▶ **INFORMATION SHOWN**:
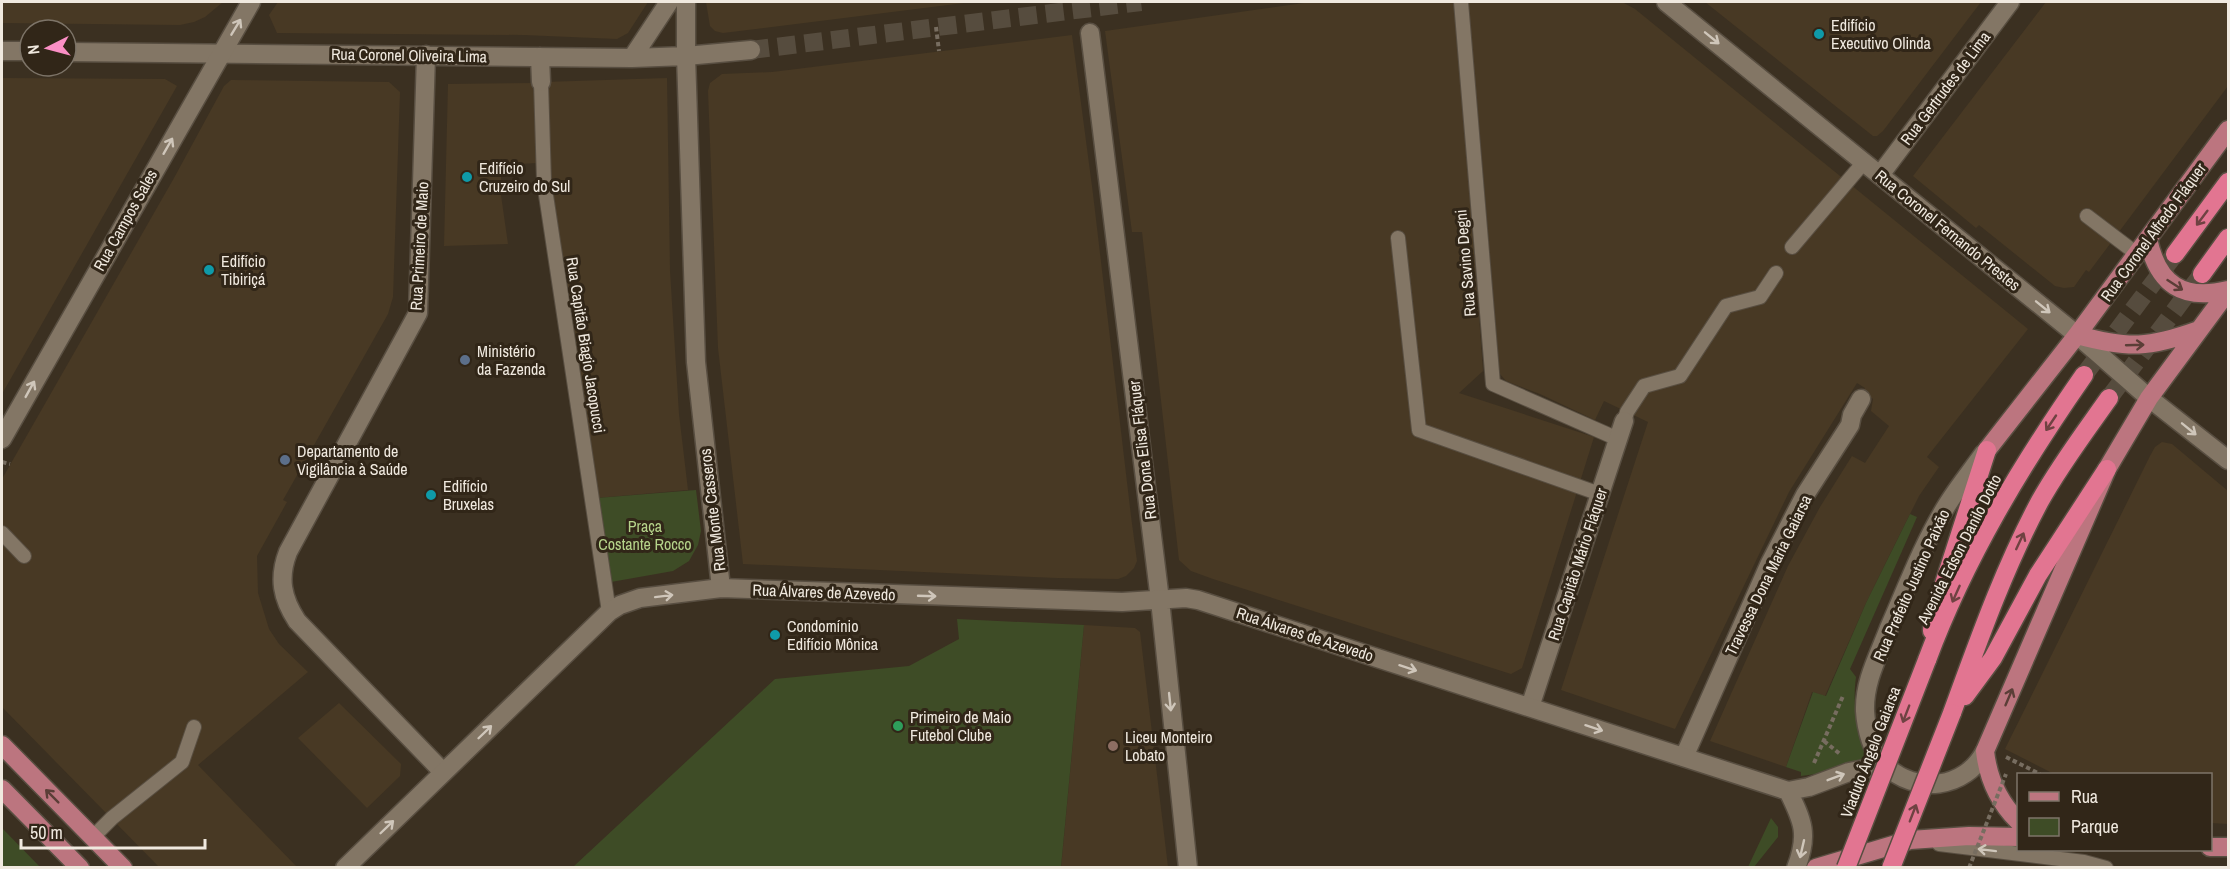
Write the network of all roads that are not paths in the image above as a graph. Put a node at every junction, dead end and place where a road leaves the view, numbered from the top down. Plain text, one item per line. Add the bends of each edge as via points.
1 (251, 2) edge
2 (669, 2) edge
3 (686, 2) edge
4 (1461, 2) edge
5 (1666, 2) edge
6 (2010, 2) edge
7 (1090, 33) dead end
8 (752, 50) tunnel mouth
9 (2, 51) edge
10 (18, 51) edge
11 (78, 52) edge
12 (220, 53) junction
13 (426, 55) junction
14 (686, 56) junction
15 (540, 57) junction
16 (632, 58) junction
17 (541, 82) joint
18 (2229, 130) edge
19 (1864, 162) junction
20 (1880, 175) junction
21 (2229, 182) edge
22 (2086, 216) dead end
23 (1398, 238) dead end
24 (2229, 238) edge
25 (2148, 239) junction
26 (1792, 247) dead end
27 (2137, 254) junction
28 (2175, 254) tunnel mouth
29 (1776, 273) dead end
30 (2202, 274) tunnel mouth
31 (2229, 290) edge
32 (2199, 330) junction
33 (2077, 335) junction
34 (2084, 375) tunnel mouth
35 (2109, 398) tunnel mouth
36 (2150, 398) junction
37 (1861, 399) dead end
38 (1624, 421) joint
39 (1618, 439) junction
40 (2, 440) edge
41 (1987, 450) junction
42 (2229, 460) edge
43 (2107, 469) junction
44 (1600, 494) junction
45 (2, 533) edge
46 (24, 556) dead end
47 (721, 588) junction
48 (1160, 600) junction
49 (609, 612) junction
50 (1929, 655) junction
51 (1530, 707) junction
52 (1952, 713) junction
53 (194, 727) dead end
54 (2, 746) edge
55 (1985, 751) junction
56 (1684, 757) junction
57 (1885, 765) junction
58 (443, 772) junction
59 (2, 789) edge
60 (1788, 791) junction
61 (2017, 819) edge
62 (93, 837) junction
63 (2017, 837) edge
64 (1911, 840) junction
65 (2212, 847) edge
66 (2229, 848) edge
67 (80, 867) edge
68 (123, 867) edge
69 (345, 867) edge
70 (1188, 867) edge
71 (1796, 867) edge
72 (1816, 867) edge
73 (1846, 867) edge
74 (1891, 867) edge
75 (2106, 867) edge

12 -> 1 street, Rua Campos Sales
2 - 16 street
3 - 14 street, Rua Monte Casseros
4 - 39 lane, Rua Savino Degni via 1493,384
5 -> 19 street, Rua Coronel Fernando Prestes
6 - 20 street, Rua Gertrudes de Lima
7 - 48 street, Rua Dona Elisa Fláquer
8 - 14 street, Rua Coronel Oliveira Lima
9 - 10 street
11 - 12 street, Rua Coronel Oliveira Lima
12 - 13 street, Rua Coronel Oliveira Lima
40 -> 12 street, Rua Campos Sales
13 - 15 street, Rua Coronel Oliveira Lima
13 - 58 street, Rua Primeiro de Maio via 418,313 288,552 281,577 286,603 297,621
14 - 16 street, Rua Coronel Oliveira Lima
14 - 47 street, Rua Monte Casseros via 697,373
15 - 16 street, Rua Coronel Oliveira Lima
15 - 17 street
17 - 49 lane, Rua Capitão Biagio Jacopucci via 544,182
18 - 25 main road, Rua Coronel Alfredo Fláquer
19 - 20 street, Rua Coronel Fernando Prestes
19 - 26 lane
20 -> 33 street, Rua Coronel Fernando Prestes
21 -> 28 highway
22 - 27 lane
23 - 44 lane via 1419,430
24 - 30 highway
25 - 27 main road, Rua Coronel Alfredo Fláquer
25 -> 31 main road via 2157,267 2174,286 2199,294
27 - 33 main road, Rua Coronel Alfredo Fláquer
29 - 38 lane via 1760,297 1726,306 1680,376 1644,386
31 - 32 main road
33 -> 32 main road via 2133,346 2164,342
32 - 36 main road
33 - 36 street, Rua Coronel Fernando Prestes
33 - 41 main road, Rua Prefeito Justino Paixão
34 -> 50 highway, Avenida Edson Danilo Dotto via 1988,526
52 -> 35 highway via 2013,556 2040,501
36 -> 42 street, Rua Coronel Fernando Prestes
36 - 43 main road
37 - 56 street, Travessa Dona Maria Gaiarsa via 1770,563
38 - 39 street, Rua Capitão Mário Fláquer
39 - 44 street, Rua Capitão Mário Fláquer
41 - 50 highway via 1933,618
41 - 57 street, Rua Prefeito Justino Paixão via 1936,522 1868,682 1866,721
43 - 52 highway via 2034,583 1993,658
55 -> 43 main road
44 - 51 street, Rua Capitão Mário Fláquer
45 - 46 lane
47 -> 48 street, Rua Álvares de Azevedo via 1111,602
49 -> 47 street, Rua Monte Casseros via 640,598
48 -> 51 street, Rua Álvares de Azevedo via 1198,600
48 -> 70 street, Rua Dona Elisa Fláquer
58 -> 49 street, Rua Monte Casseros
50 -> 73 highway, Viaduto Ângelo Gaiarsa, bridge
51 -> 56 street, Rua Álvares de Azevedo
74 -> 52 highway, bridge
53 - 62 lane via 182,762
62 -> 54 main road
55 - 57 street via 1969,773 1948,783 1920,783
55 - 61 main road via 1992,783
56 - 60 street, Rua Álvares de Azevedo
60 -> 57 street
69 -> 58 street, Rua Monte Casseros
59 - 67 main road
60 -> 71 street via 1804,831
62 - 68 main road
63 - 64 main road
64 - 72 main road
75 -> 64 lane
65 - 66 main road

▶ **BRIEF**:
From the listing above, return every line that contains the word "lane".

▶ **TASK RESULT**:
4 - 39 lane, Rua Savino Degni via 1493,384
17 - 49 lane, Rua Capitão Biagio Jacopucci via 544,182
19 - 26 lane
22 - 27 lane
23 - 44 lane via 1419,430
29 - 38 lane via 1760,297 1726,306 1680,376 1644,386
45 - 46 lane
53 - 62 lane via 182,762
75 -> 64 lane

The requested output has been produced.